Today started slowly because it could. Tomorrow I will probably get up early to queue for the Kremlin (when I get back to Moscow in a couple of weeks my hotel literally overlooks the Kremlin & it would be so easy to run downstairs to do it then – but leaving it until the last day of this odyssey seems risky) and I need to be at the station for my train at about 8.30 on Saturday morning.
My first stop was Red Square again because this is Moscow and it’s like a bright light for a moth. This time I went to see Lenin. Long queue but it was in the shade. Most rigorous security so far, in a city where there’s a metal detector and a bag search in every doorway (although the bag search, as with every bag search I’ve ever had, seems to looking for an alarm clock & curly wires sitting right on too).
There’s a line of graves at the bottom of the Kremlin wall, each stone topped with a carving of the head of its occupant. I found Stalin (the one with a small crowd around it) and Yuri Gagarin is in there too somewhere, the only other one I’d heard of. And then into the mausoleum. Silence, no photos, ushered along a walkway in a dark black & red room that wouldn’t be out of place on a Peacekeeper Command Carrier – and there’s Vlad lying on top of the tomb. Not a wax figure or even a bronze carving. That’s Lenin, his actual body, dead 95 years, lying right in front of me, an actual dead embalmed body. He’s in good condition for someone so very dead.
I walked down through the market. The back doors of the huts are padlocked when not in use but I noticed that if you want to break in, you only have to undo four screws to remove the metal loops the padlock goes through. High security there.
At the bottom of Red Square, I got on the hop-on-hop-off bus. Go upstairs, sit down. So I did and once we started moving, the steward came up to sell the tickets. Only she stopped before she got to me. Well, we were at the next stop. She had to deal with new passengers and she’d come back. Only she didn’t. So I got a map, another set of headphones and a free ride round the Heart of Moscow circuit, taking in the Kremlin, Cathedral of Christ the Saviour, Bolshoi Theatre, big shopping centre, FSB/KGB headquarters, Kitay Gorod and back to St Basil’s.

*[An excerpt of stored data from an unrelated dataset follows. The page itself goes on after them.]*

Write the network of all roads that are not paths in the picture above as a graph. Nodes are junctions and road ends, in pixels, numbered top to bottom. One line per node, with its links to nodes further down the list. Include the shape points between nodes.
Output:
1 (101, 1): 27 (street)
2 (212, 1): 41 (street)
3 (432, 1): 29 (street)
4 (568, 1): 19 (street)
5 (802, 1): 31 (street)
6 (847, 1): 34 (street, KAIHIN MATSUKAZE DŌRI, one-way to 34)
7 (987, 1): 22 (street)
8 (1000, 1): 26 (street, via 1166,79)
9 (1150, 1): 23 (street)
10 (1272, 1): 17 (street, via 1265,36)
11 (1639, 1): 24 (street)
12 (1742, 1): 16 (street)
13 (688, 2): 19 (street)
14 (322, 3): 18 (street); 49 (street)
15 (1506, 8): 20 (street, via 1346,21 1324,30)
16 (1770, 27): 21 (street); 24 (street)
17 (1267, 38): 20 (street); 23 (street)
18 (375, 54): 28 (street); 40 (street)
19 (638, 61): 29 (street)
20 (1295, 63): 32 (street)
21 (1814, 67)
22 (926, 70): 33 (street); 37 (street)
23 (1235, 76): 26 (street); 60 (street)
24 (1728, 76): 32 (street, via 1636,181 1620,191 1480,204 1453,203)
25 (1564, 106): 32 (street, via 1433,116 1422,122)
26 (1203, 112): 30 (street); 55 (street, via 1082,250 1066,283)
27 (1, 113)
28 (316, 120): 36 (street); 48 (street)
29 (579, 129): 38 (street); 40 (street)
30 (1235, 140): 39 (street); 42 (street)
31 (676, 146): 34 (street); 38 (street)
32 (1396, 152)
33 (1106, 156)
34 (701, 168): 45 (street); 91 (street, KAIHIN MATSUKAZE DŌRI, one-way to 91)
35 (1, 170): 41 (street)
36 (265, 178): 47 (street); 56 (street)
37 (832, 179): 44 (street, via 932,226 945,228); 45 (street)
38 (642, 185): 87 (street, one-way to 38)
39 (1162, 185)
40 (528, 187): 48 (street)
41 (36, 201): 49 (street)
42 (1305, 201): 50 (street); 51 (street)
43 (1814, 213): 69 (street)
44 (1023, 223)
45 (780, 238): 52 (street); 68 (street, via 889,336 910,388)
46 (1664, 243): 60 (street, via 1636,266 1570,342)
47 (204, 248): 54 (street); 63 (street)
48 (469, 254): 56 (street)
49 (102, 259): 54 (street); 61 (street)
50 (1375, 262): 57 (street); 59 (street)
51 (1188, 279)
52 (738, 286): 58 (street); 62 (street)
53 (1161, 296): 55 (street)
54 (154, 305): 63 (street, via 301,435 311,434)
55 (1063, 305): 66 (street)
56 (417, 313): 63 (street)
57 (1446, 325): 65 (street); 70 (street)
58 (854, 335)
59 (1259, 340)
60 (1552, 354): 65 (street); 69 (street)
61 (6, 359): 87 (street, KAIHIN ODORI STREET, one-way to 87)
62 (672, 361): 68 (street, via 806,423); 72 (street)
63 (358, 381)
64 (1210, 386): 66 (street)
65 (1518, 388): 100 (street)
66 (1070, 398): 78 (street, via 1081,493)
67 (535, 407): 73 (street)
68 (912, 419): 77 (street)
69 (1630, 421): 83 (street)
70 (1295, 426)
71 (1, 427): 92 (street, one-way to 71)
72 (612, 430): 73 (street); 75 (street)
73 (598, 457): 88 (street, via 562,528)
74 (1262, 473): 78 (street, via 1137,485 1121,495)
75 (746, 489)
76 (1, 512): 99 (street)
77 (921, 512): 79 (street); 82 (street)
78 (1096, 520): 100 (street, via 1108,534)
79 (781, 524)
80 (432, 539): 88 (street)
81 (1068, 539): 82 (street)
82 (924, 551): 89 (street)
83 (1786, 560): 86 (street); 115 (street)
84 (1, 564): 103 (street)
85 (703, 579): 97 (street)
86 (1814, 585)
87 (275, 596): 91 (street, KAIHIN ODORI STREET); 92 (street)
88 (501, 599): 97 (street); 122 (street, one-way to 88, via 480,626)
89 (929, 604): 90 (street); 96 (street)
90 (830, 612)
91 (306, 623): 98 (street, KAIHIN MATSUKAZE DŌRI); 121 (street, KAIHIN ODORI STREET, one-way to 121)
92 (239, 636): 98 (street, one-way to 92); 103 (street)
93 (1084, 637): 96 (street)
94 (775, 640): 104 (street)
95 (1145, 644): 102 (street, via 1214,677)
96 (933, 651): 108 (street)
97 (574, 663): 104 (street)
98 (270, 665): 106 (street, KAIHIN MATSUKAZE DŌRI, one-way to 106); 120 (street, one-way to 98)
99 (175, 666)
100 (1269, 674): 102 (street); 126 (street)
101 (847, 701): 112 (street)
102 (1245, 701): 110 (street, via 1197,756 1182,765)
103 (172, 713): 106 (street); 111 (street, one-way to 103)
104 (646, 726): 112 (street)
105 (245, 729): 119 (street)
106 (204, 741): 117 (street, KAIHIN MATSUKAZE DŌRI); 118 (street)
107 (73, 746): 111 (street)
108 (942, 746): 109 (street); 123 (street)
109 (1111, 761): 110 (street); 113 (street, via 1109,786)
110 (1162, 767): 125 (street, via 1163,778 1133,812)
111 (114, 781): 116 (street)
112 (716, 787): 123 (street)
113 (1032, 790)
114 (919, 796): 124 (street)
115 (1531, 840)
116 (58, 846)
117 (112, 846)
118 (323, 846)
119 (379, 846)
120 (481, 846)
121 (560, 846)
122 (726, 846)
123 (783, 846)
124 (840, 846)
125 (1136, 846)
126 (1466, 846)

Then I came home for a late lunch, an escape from the sun & heat (what happened to Russia being cold?) and a nap.
I went out again at 6. I wanted to go on the cathedral roof but I was too late – that’s going on the list for tomorrow as well – and then out to Kiyevskaya to visit the Hotel Ukraine.
First of all, the entire area around Kiyevskaya station is a building site. But there’s a shiny new shopping centre right opposite and as it happened, I needed food. Best supermarket so far. And the shopping centre itself is shiny inside. I spent a while enjoying the lights and fountains at the lifts and then the fountains outside before going in search of the hotel.
It’s about a 20 minute walk to the hotel and no obvious route except through a housing estate. It reminded me a lot of Pripyat but I think that was down to the number of trees rather than anything else. And at least, I came through a gate in the dark estate onto a huge bright road and the enormous hotel on the other side.
It’s had new owners since I stayed there. There are expensive shops around the bottom, including a Rolls Royce dealer. There’s a doorman in proper fancy uniform and guards on the metal detectors and inside it’s all white marble and high-end boutiques. No wonder it’s a pain to get here from the metro. No one staying here nowadays is arriving by public transport. Actually, there’s very little sign of it being a hotel – no reception desk. You wouldn’t bring a school group here now. I immediately knew this wasn’t a place someone dressed like me should be, especially not clutching a plastic bag of shopping. So I left.
When I got back to Paveletskaya, I realised for the first time that the entrance is green and has gold murals round the ceiling so I paused to take photos, which is when an older lady stopped to ask me where the station is. In Russian. I got the tone of voice and the word вокзал which I knew from my brief Ukrainian lessons to mean station – the real railway, rather than the metro station we were in. Paveletskaya main station is on the other side of the main road so I pointed and said, in English, “over there” and then, just to make sure I’d understood the question, I made a train noise and when she said да, I pointed again. I’d been asked for directions in Russian and been able to understand and respond (not entirely sure “over there” was helpful but the best I can do) and that’s the greatest achievement of my life so far.
Then I came home triumphant and made a cheese sandwich in a hotel I don’t feel too much of an urchin for.